Exercise prompt: The lines you need are those holding the word "image"; pull them from the material.

Data for processing:
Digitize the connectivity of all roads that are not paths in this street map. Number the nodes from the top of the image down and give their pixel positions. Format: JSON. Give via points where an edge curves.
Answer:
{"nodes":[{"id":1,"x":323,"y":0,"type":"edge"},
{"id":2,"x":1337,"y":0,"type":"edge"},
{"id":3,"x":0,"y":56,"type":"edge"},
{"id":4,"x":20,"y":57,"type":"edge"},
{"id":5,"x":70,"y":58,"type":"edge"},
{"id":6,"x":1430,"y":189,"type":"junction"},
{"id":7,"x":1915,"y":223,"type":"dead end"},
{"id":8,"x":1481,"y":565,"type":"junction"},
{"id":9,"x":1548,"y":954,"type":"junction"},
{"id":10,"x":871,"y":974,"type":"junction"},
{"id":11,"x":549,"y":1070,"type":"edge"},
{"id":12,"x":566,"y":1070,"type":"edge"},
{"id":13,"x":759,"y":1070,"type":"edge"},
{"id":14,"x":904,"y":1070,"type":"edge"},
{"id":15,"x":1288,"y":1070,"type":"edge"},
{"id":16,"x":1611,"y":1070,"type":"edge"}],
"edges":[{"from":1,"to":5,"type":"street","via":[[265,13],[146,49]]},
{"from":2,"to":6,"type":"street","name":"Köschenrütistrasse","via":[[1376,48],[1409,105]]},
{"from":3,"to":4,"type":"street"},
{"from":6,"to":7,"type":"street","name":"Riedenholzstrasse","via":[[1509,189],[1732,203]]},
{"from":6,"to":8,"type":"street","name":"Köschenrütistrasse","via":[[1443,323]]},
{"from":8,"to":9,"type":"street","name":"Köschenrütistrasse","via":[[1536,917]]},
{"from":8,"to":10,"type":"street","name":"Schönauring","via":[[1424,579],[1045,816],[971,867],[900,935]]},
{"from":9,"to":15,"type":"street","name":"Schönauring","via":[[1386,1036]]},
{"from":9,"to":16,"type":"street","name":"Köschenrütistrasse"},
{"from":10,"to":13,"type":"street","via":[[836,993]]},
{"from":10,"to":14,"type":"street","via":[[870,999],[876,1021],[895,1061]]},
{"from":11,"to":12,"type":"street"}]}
==
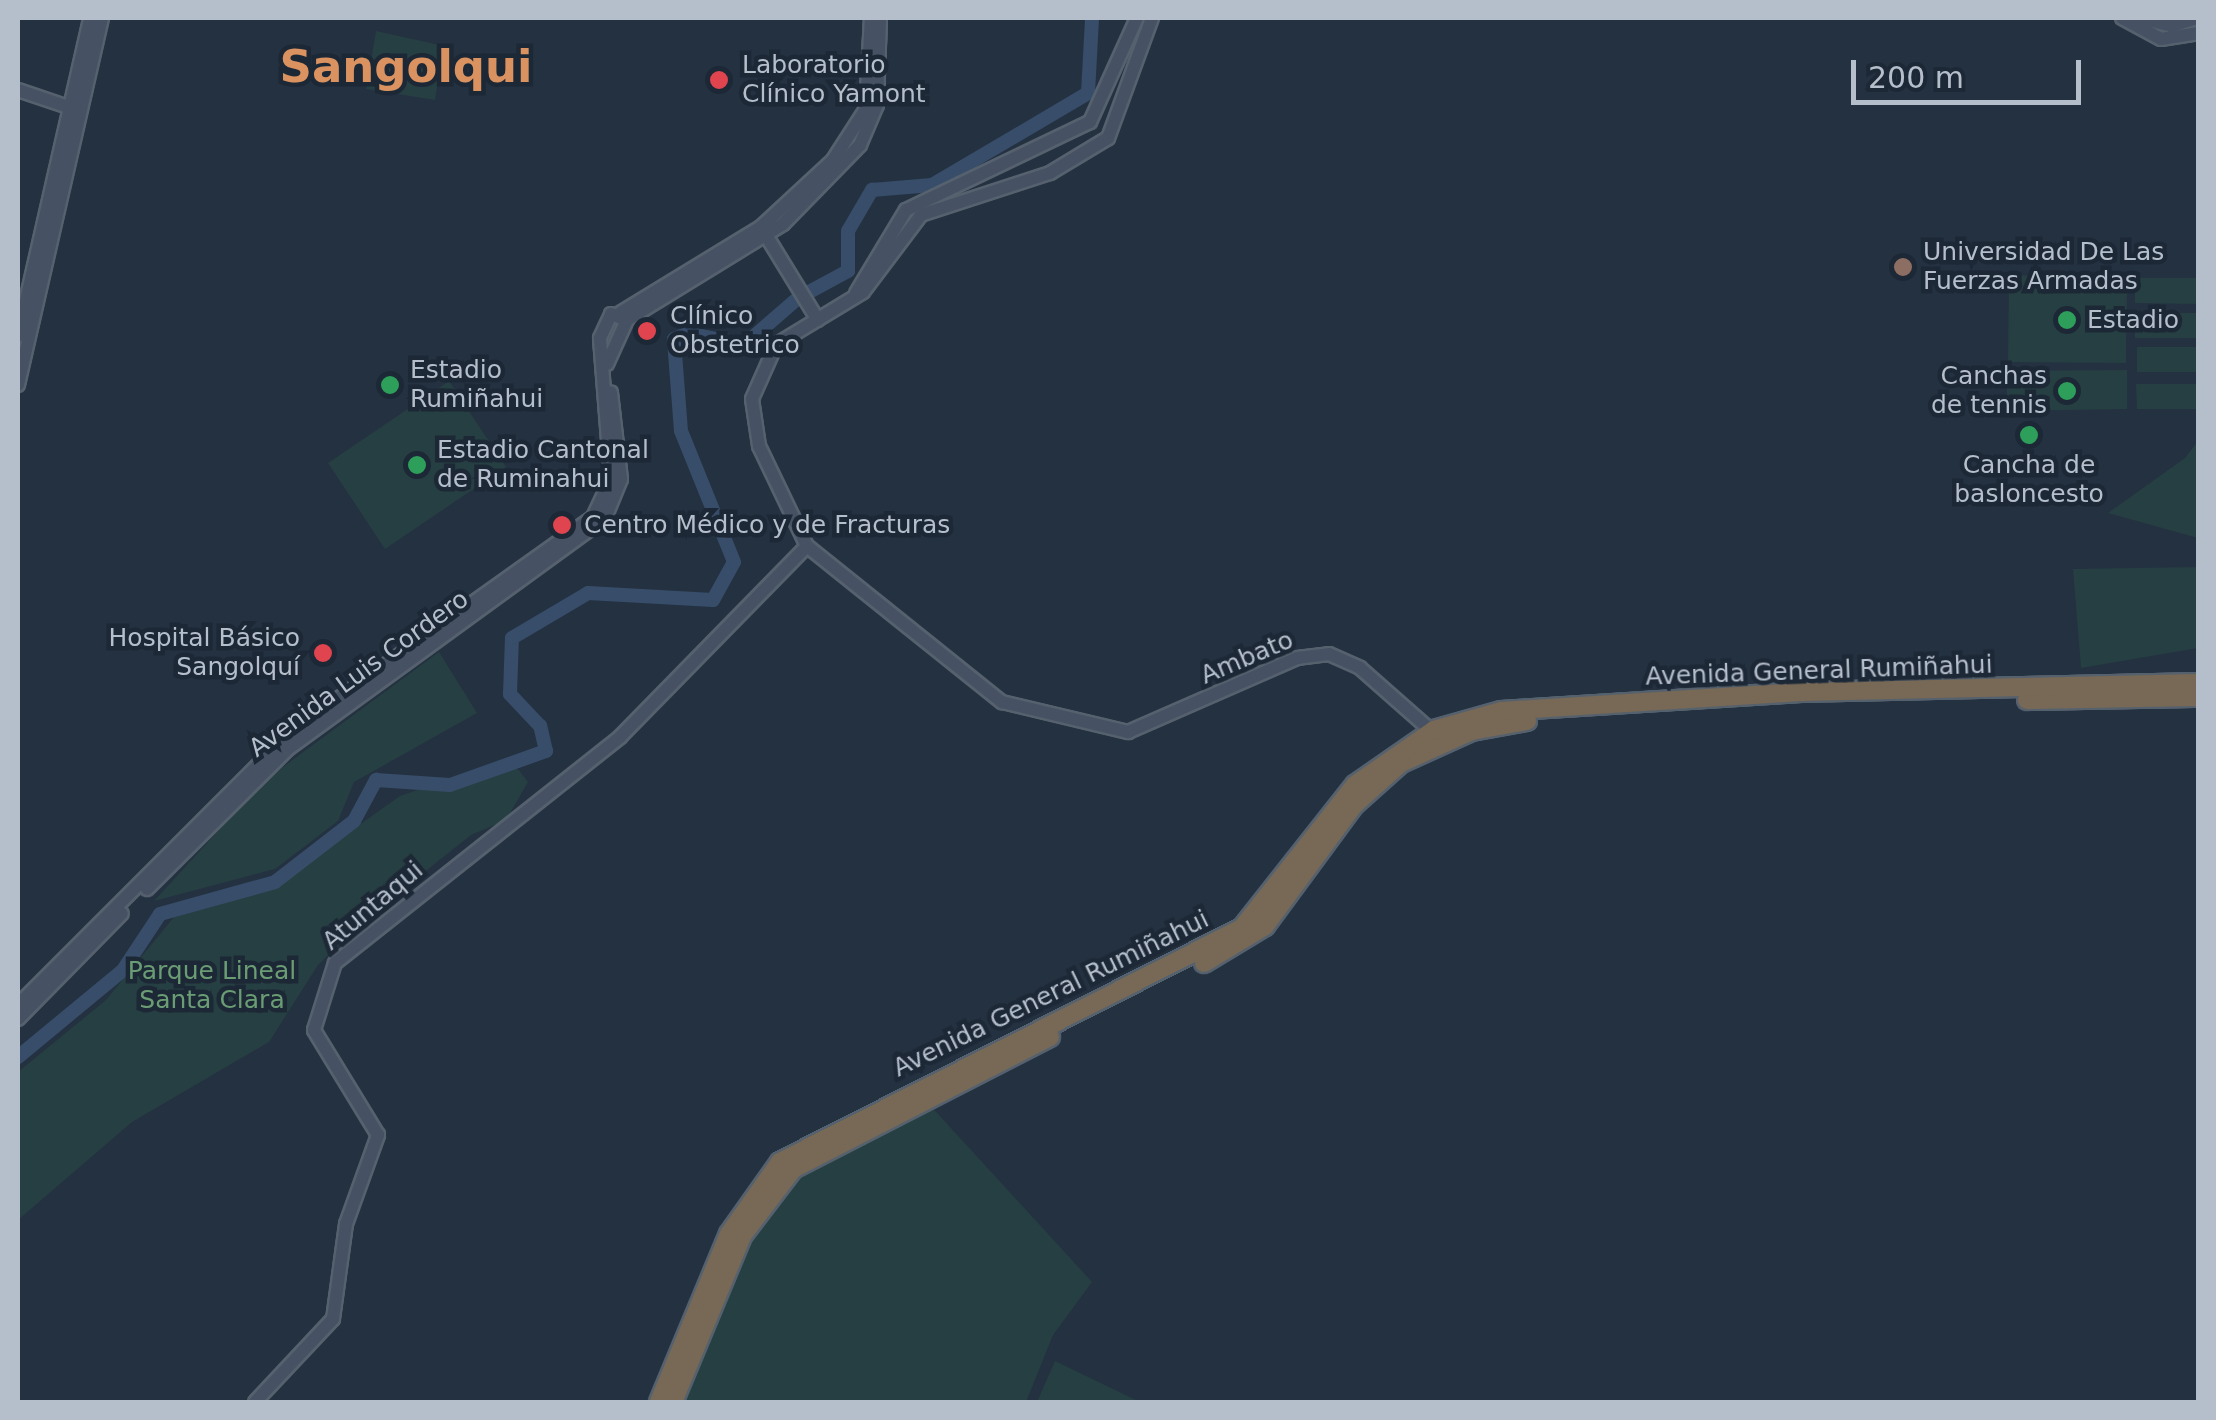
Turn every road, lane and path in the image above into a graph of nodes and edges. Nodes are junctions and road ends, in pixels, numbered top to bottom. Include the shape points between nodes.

Response:
Digitize the connectivity of all roads that are not paths in this street map. Number the nodes from the top of the image down and give their pixel positions. Format: JSON. Give via points where an edge curves.
Turn every road, lane and path in the image above into a graph of nodes and edges. Nodes are junctions and road ends, in pixels, numbered top to bottom. Include the shape points between nodes.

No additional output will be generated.